|Vietnam’s growth is projected at 6.6 per cent in 2018.— Photo VNA |
The forecast is highlighted in the bank’s recently published Global Focus report for the third quarter of 2018 entitled “Fattening tail risks”.
“We are positive on Vietnam’s growth in the medium-term on strong manufacturing activity as FDI inflows to manufacturing remain robust. We believe that Vietnam will remain one of the fastest growing economies in Asia in 2018,” said Chidu Narayanan, Asian Economist at Standard Chartered Bank.
According to the latest macro-economic research report, FDI inflows are set to remain high in 2018, led by manufacturing, which makes up close to 50 per cent of inflows. Implemented FDI rose to US$6.75 billion in January-May, higher than the same period last year. The bank expects both registered and implemented FDI to be close to $15 billion in 2018, unchanged from the previous forecast.
Standard Chartered economists also forecast a mild trade surplus for the rest of the year on strong export growth and slowing import growth. Electronics exports are likely to remain robust in 2018 on strong demand for components, particularly OLED displays used in mobile devices, and expected to grow by over 20 per cent in 2018.
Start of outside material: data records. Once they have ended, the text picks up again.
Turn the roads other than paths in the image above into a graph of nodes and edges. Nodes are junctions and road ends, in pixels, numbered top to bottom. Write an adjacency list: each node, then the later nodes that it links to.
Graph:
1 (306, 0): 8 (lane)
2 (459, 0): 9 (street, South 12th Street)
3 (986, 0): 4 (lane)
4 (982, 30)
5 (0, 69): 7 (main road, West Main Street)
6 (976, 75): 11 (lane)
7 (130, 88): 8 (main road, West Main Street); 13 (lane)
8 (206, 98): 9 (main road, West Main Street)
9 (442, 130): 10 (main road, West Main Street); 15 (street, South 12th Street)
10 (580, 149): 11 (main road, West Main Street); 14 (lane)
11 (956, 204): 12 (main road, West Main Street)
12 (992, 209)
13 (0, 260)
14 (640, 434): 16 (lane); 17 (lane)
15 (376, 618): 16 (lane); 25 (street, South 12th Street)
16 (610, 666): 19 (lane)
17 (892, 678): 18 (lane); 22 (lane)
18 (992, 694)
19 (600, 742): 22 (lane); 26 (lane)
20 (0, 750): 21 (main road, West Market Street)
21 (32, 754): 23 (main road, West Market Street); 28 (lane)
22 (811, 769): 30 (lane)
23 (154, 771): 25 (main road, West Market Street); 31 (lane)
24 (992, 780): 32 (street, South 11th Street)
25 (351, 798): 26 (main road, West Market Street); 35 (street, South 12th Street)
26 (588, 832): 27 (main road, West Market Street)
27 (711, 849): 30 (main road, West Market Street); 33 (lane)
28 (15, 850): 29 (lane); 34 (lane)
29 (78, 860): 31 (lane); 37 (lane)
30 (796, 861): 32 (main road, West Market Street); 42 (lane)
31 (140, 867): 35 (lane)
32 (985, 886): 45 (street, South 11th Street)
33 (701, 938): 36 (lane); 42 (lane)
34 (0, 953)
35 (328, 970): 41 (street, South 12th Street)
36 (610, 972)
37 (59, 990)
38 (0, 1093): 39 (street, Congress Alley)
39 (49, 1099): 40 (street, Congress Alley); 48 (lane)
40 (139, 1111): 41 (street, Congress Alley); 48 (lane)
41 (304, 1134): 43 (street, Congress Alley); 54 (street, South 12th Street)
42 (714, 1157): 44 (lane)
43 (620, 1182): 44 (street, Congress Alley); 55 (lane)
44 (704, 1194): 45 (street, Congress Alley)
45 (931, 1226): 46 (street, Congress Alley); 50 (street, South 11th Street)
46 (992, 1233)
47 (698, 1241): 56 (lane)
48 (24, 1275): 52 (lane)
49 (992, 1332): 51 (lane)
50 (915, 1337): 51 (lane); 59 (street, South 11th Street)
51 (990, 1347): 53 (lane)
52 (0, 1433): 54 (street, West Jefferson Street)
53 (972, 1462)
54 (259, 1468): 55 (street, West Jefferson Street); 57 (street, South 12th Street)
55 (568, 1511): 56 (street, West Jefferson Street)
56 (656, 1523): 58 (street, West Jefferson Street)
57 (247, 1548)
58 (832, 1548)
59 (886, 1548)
The study also suggests that the State Bank of Viet Nam (SBV) is likely to remain accommodative in the near term to support growth, despite rate hikes from major central banks. Standard Chartered Bank expects unchanged policy rates in 2018 and a mild devaluation of the Vietnamese dong. Specifically, the Bank anticipates a mild move higher in US dollar-Vietnamese dong in the quarters ahead and revised up its USD-VND forecasts to 22,950 for end-third quarter-2018, and 23,000 for end-2018.
More reforms needed: IMF
Viet Nam should undertake more ambitious reforms to tackle remaining distortions and capacity constraints, increase investment and reduce the external surplus amidst strong economic growth, the International Monetary Fund (IMF) recommended in its 2018 Article IV consultation with Viet Nam released recently.
According to the IMF, Viet Nam’s strong economic momentum is expected to continue in 2018, aided by the reform push, higher potential output, the global recovery and commitment to macroeconomic and financial stability.
“Growth is projected at 6.6 per cent in 2018, despite a mild tightening in credit growth targets and a neutral fiscal stance. Inflation is forecast to rise to just under the 4 per cent target, led by higher oil prices and gradual increases in administered prices.”
“On current trends and if reforms continue at their current pace, 6.5 per cent annual growth remains feasible beyond 2018,” IMF’s analysts noted.
However, the IMF said, despite recent economic strength, economic distortions and capacity constraints remain, and external and domestic risks and longer-term challenges loom on the horizon.
“Financial buffers are still thin, macroeconomic policy frameworks remain inflexible to manage possible shocks and the external position is substantially stronger than warranted by fundamentals,” the institution noted, recommending that fiscal policy should emphasise high-quality consolidation to meet large development needs and ensure that Vietnam has the fiscal space to meet longer-term challenges.
A slightly more ambitious consolidation than currently planned, and a lower debt ceiling than the current statutory limit, will be needed to create additional fiscal room before aging sets in the mid-2030s and provision for contingencies. Stronger consolidation could boost medium-term growth if it relies on high quality structural fiscal measures and measures to boost private investment.
The IMF said that reforms should focus on broadening tax bases; reducing administrative and wage-related spending; protecting social spending through well-designed social security and civil service reforms and protecting and improving the quality of public investment. Comprehensive and timely fiscal accounts based on GFSM 2014 (Government Financial Statistics Manual) and improved budget planning and execution should help facilitate consolidation.
To sustain macroeconomic stability, the institution suggested that monetary policy should be tightened by further lowering credit growth to bring it in line with ongoing improvements in financial deepening while greater two-way exchange rate flexibility within the current band should be allowed to reduce speculative inflows, absorb shocks and help bring down the external surplus. In addition, reserve accumulation should continue but more gradually, with fully sterilised interventions. The modernisation of the monetary framework should also start, gradually easing away from credit targets to begin a phased shift to inflation targeting and greater exchange rate flexibility.
Financial sector balance sheets, supervision and risk management need to be further strengthened, IMF said, adding that a stronger financial sector can help improve the efficiency of financial intermediation to service the domestic economy and investment. Strong credit and asset price growth may be contributing to the build-up of risks in the financial system.
“State-owned commercial banks should be capitalised swiftly with government funds, and by raising private sector and foreign ownership limits. It is critical to develop a macro prudential framework and improve data quality on credit aggregates and balance sheet exposures to monitor and proactively manage risks, and ensure that sufficiently robust liquidity and crisis management frameworks are in place to provide legal and operational clarity regarding early intervention and communication to mitigate emerging financial sector risks.”
The reform drive needs to be broadened and accelerated to tackle the remaining barriers to investment and to raise labour productivity, the IMF said.